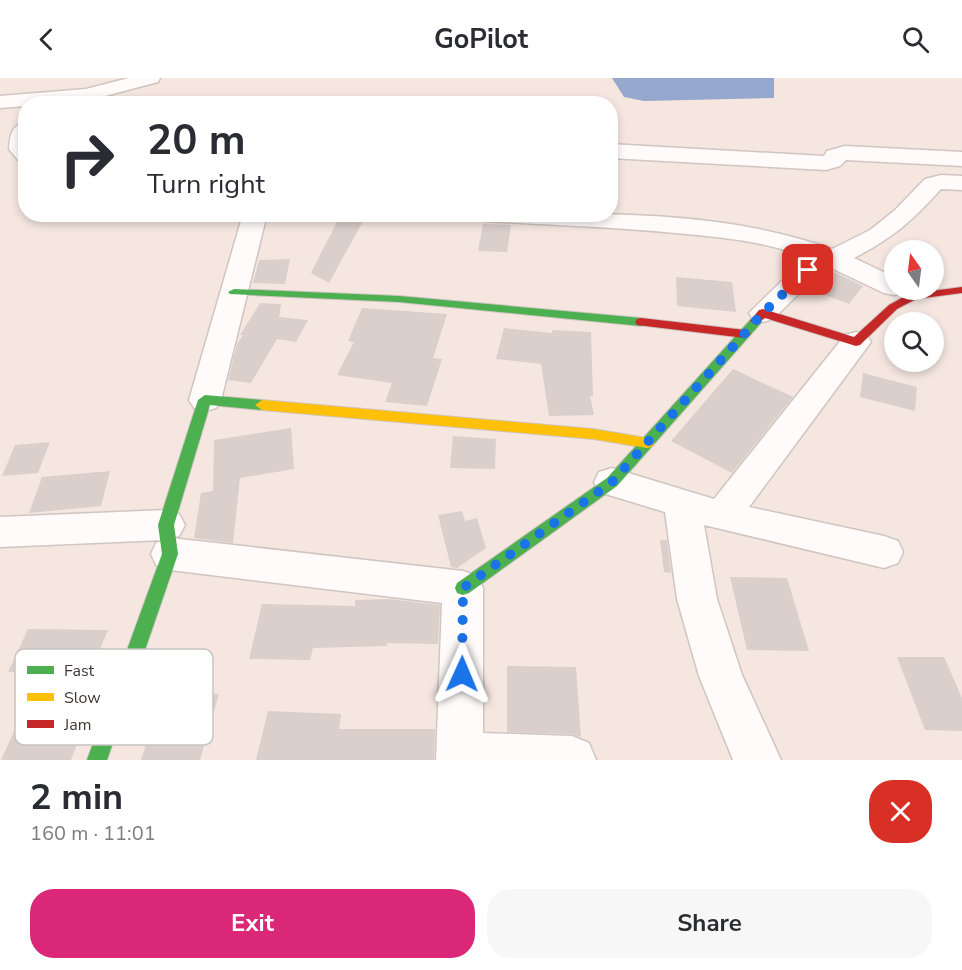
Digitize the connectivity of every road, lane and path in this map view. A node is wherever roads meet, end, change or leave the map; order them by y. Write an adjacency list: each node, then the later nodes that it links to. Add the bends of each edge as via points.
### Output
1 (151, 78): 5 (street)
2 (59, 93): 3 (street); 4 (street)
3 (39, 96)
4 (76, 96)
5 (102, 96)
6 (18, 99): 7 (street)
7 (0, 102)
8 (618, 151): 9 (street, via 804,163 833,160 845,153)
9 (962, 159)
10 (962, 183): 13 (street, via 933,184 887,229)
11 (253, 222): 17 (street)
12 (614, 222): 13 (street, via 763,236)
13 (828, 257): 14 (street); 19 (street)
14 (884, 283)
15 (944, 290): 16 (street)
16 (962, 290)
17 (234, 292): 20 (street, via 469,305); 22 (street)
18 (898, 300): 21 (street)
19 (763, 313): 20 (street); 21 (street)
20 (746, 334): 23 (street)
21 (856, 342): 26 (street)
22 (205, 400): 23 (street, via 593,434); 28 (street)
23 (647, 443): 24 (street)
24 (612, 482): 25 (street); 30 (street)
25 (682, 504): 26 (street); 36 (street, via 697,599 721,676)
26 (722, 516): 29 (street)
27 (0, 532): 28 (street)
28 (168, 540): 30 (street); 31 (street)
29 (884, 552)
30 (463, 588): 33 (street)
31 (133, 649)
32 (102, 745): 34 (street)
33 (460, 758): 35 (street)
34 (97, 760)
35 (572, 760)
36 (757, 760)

**PROBLEM TO WORK ON**
Copy out the entries above in full and exactly, skipping every picture.

**EXERCISE SOLUTION**
Digitize the connectivity of every road, lane and path in this map view. A node is wherever roads meet, end, change or leave the map; order them by y. Write an adjacency list: each node, then the later nodes that it links to. Add the bends of each edge as via points.
### Output
1 (151, 78): 5 (street)
2 (59, 93): 3 (street); 4 (street)
3 (39, 96)
4 (76, 96)
5 (102, 96)
6 (18, 99): 7 (street)
7 (0, 102)
8 (618, 151): 9 (street, via 804,163 833,160 845,153)
9 (962, 159)
10 (962, 183): 13 (street, via 933,184 887,229)
11 (253, 222): 17 (street)
12 (614, 222): 13 (street, via 763,236)
13 (828, 257): 14 (street); 19 (street)
14 (884, 283)
15 (944, 290): 16 (street)
16 (962, 290)
17 (234, 292): 20 (street, via 469,305); 22 (street)
18 (898, 300): 21 (street)
19 (763, 313): 20 (street); 21 (street)
20 (746, 334): 23 (street)
21 (856, 342): 26 (street)
22 (205, 400): 23 (street, via 593,434); 28 (street)
23 (647, 443): 24 (street)
24 (612, 482): 25 (street); 30 (street)
25 (682, 504): 26 (street); 36 (street, via 697,599 721,676)
26 (722, 516): 29 (street)
27 (0, 532): 28 (street)
28 (168, 540): 30 (street); 31 (street)
29 (884, 552)
30 (463, 588): 33 (street)
31 (133, 649)
32 (102, 745): 34 (street)
33 (460, 758): 35 (street)
34 (97, 760)
35 (572, 760)
36 (757, 760)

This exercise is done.